The scientific community has taken a huge leap towards understanding Huntington’s disease, thanks to researchers from the University of Szeged in Hungary. A study recently published in Scientific Reports has revealed new insights into this neurodegenerative disorder by employing fruit flies (Drosophila melanogaster) as a model organism. The innovative research approach consequently suggested potential therapeutic targets for the disease.
Understanding Huntington’s Disease
It’s essential first to comprehend what Huntington’s disease is. Huntington’s disease is a serious neurodegenerative condition impacting the central nervous system. It’s due to a mutation in the HTT gene resulting in a defective huntingtin (HTT) protein. Mutant HTT proteins are cleaved into toxic fragments, causing various cellular function disruptions.
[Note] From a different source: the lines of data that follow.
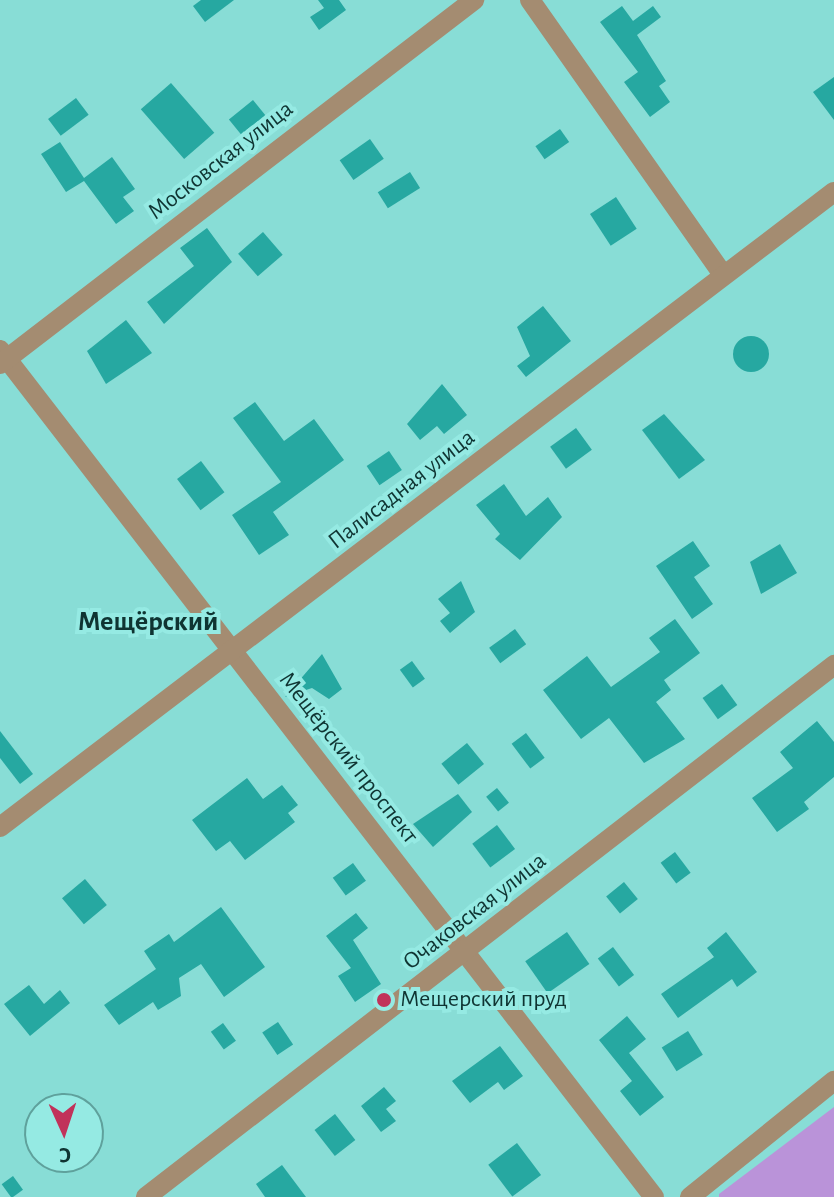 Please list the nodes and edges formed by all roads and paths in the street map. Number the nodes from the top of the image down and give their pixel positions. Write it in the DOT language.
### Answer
graph roads {
  1 [pos="474,0"];
  2 [pos="530,0"];
  3 [pos="834,192"];
  4 [pos="722,273"];
  5 [pos="2,358"];
  6 [pos="234,654"];
  7 [pos="834,665"];
  8 [pos="0,827"];
  9 [pos="466,953"];
  10 [pos="834,1081"];
  11 [pos="146,1197"];
  12 [pos="654,1197"];
  13 [pos="690,1197"];
  1 -- 5 [label="street, Московская улица"];
  2 -- 4 [label="street"];
  3 -- 4 [label="street, Палисадная улица"];
  4 -- 6 [label="street, Палисадная улица"];
  5 -- 6 [label="street, Мещёрский проспект"];
  6 -- 8 [label="street, Палисадная улица"];
  6 -- 9 [label="street, Мещёрский проспект"];
  7 -- 9 [label="street, Очаковская улица"];
  9 -- 11 [label="street, Очаковская улица"];
  9 -- 12 [label="street, Мещёрский проспект"];
  10 -- 13 [label="street"];
}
The Role of the HTT Gene and Polyglutamine Tract
The HTT gene encodes the huntingtin protein, critical for nerve cell functioning. When mutations occur in the HTT gene, it results in an expanded polyglutamine tract in the Htt protein, leading to unfolding and dysfunction. An interesting aspect about Huntington’s disease is that its severity correlates with the length of this expanded polyglutamine tract.
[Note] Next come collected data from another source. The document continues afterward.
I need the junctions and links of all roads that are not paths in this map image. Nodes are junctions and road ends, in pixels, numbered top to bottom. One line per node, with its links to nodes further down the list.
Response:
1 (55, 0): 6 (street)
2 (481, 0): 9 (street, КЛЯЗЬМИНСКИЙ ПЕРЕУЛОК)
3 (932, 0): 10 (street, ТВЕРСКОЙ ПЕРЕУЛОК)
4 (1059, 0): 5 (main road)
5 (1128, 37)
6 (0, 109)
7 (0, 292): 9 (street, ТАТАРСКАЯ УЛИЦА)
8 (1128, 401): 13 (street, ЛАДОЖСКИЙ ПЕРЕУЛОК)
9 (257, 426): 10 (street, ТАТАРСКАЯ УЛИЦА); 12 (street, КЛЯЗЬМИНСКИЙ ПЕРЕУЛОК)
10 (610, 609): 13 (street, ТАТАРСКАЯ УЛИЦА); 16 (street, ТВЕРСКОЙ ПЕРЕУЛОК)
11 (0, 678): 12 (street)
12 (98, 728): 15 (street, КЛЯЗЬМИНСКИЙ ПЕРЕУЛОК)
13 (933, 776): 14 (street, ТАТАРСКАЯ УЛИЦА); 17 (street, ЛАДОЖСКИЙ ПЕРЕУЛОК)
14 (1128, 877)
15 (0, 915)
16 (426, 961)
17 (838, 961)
Huntington’s is an autosomal dominant disease, meaning a person only needs to inherit one copy of the defective gene from either parent. Each child of an affected parent stands a 50% chance of inheriting the mutation.
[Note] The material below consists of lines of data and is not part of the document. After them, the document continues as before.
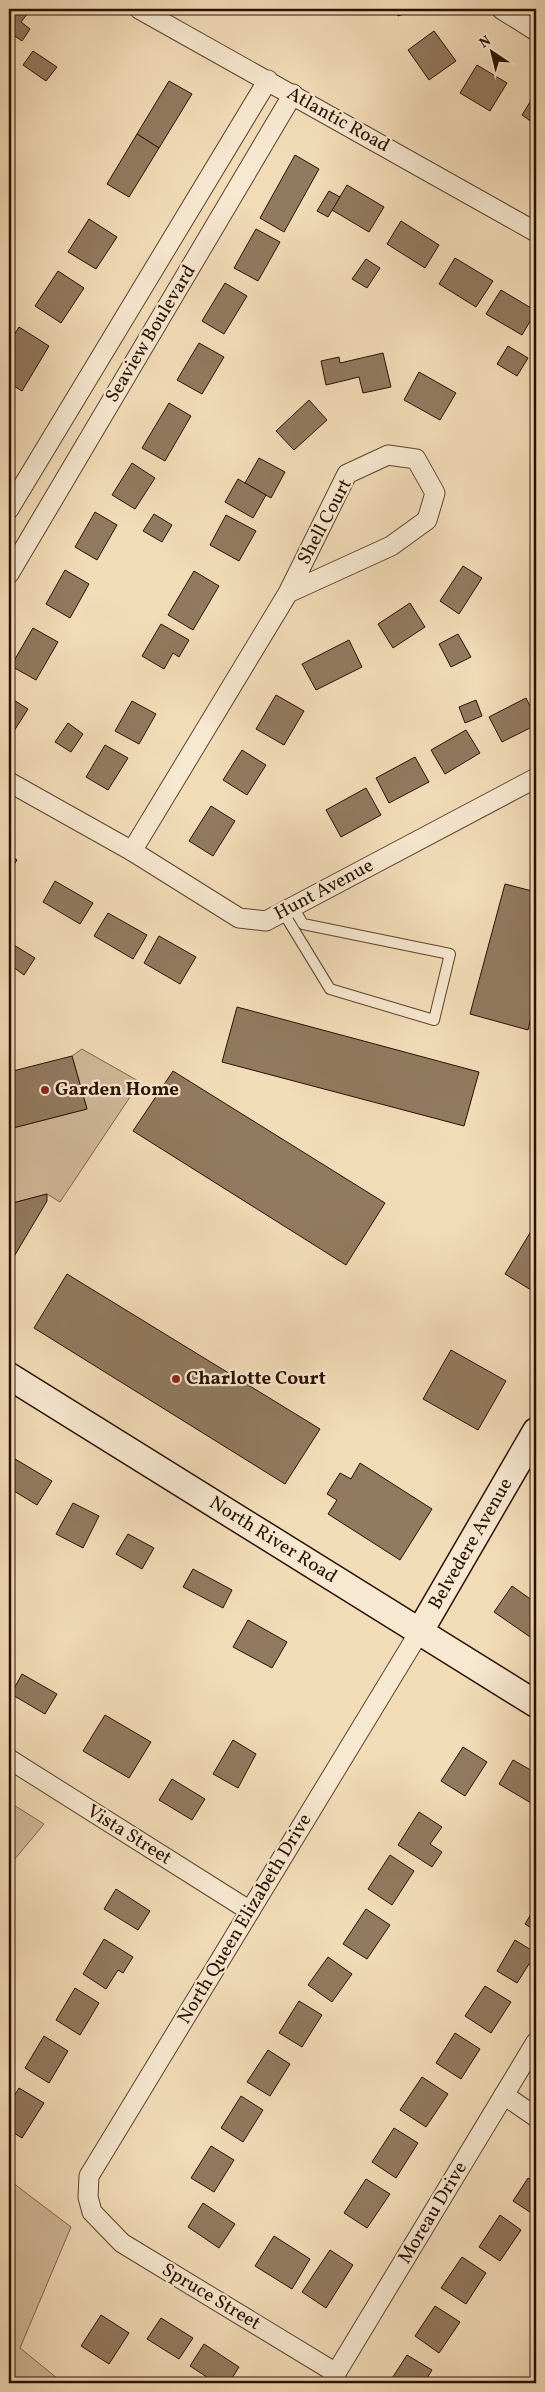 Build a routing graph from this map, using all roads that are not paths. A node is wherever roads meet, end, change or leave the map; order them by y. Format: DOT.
graph roads {
  1 [pos="139,9"];
  2 [pos="501,9"];
  3 [pos="536,31"];
  4 [pos="268,80"];
  5 [pos="293,94"];
  6 [pos="536,232"];
  7 [pos="9,510"];
  8 [pos="9,574"];
  9 [pos="288,593"];
  10 [pos="536,778"];
  11 [pos="9,782"];
  12 [pos="132,851"];
  13 [pos="288,910"];
  14 [pos="9,1376"];
  15 [pos="536,1431"];
  16 [pos="420,1631"];
  17 [pos="536,1704"];
  18 [pos="9,1759"];
  19 [pos="250,1911"];
  20 [pos="536,2042"];
  21 [pos="504,2095"];
  22 [pos="536,2117"];
  23 [pos="92,2212"];
  24 [pos="333,2378"];
  1 -- 4 [label="street, Atlantic Road"];
  2 -- 3 [label="street"];
  4 -- 5 [label="street, Atlantic Road"];
  4 -- 7 [label="street, Seaview Boulevard"];
  5 -- 6 [label="street, Atlantic Road"];
  5 -- 8 [label="street, Seaview Boulevard"];
  9 -- 9 [label="street, Shell Court"];
  9 -- 12 [label="street, Shell Court"];
  10 -- 13 [label="street, Hunt Avenue"];
  11 -- 12 [label="street, Hunt Avenue"];
  12 -- 13 [label="street, Hunt Avenue"];
  13 -- 13 [label="lane"];
  14 -- 16 [label="main road, North River Road"];
  15 -- 16 [label="main road, Belvedere Avenue"];
  16 -- 17 [label="main road, North River Road"];
  16 -- 19 [label="street, North Queen Elizabeth Drive"];
  18 -- 19 [label="street, Vista Street"];
  19 -- 23 [label="street, North Queen Elizabeth Drive"];
  20 -- 21 [label="street, Moreau Drive"];
  21 -- 22 [label="street"];
  21 -- 24 [label="street, Moreau Drive"];
  23 -- 24 [label="street, Spruce Street"];
}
Symptoms and Treatment of Huntington’s Disease
Early symptoms of Huntington’s disease include forgetfulness, loss of balance, and clumsiness in performing daily tasks. As time progresses, these symptoms worsen and start affecting mood and reasoning, leading to uncontrollable movements. Affected individuals find difficulty in speaking, swallowing, and walking as the disease advances. Symptoms usually manifest between ages 30 and 50.
Currently, there is no cure for Huntington’s disease. The available treatments only help in symptom management.
Highlighting the Key Findings of the Study
In the study, researchers engineered fruit flies to express the polyglutamine tract of a mutated human HTT gene in their nervous system. They used a gene called Gal4 from baker’s yeast (Saccharomyces cerevisiae), which activates gene expression when bound to a DNA sequence known as the upstream activating sequence (UAS).
In the fruit fly genome, the Gal4/UAS system successfully allowed the expression of proteins specifically in neurons. Fruit flies with the mutated HTT gene displayed neuronal degeneration, impaired climbing ability, and reduced viability and longevity, while a ‘control’ group of fruit flies with a normal range of glutamine units in the HTT protein showed little to no effect.
It was discovered that expressing a longer glutamine tract produced symptoms resembling Huntington’s disease in humans, while the shorter tract did not.
Most importantly, researchers found that overexpression of one particular gene (out of 32 investigated genes in flies) called the Yod1 gene in flies effectively eliminated disease-like effects associated with Huntington’s disease, including neurodegeneration and motor impairments. This finding could potentially be a breakthrough in the search for a cure for this debilitating disease.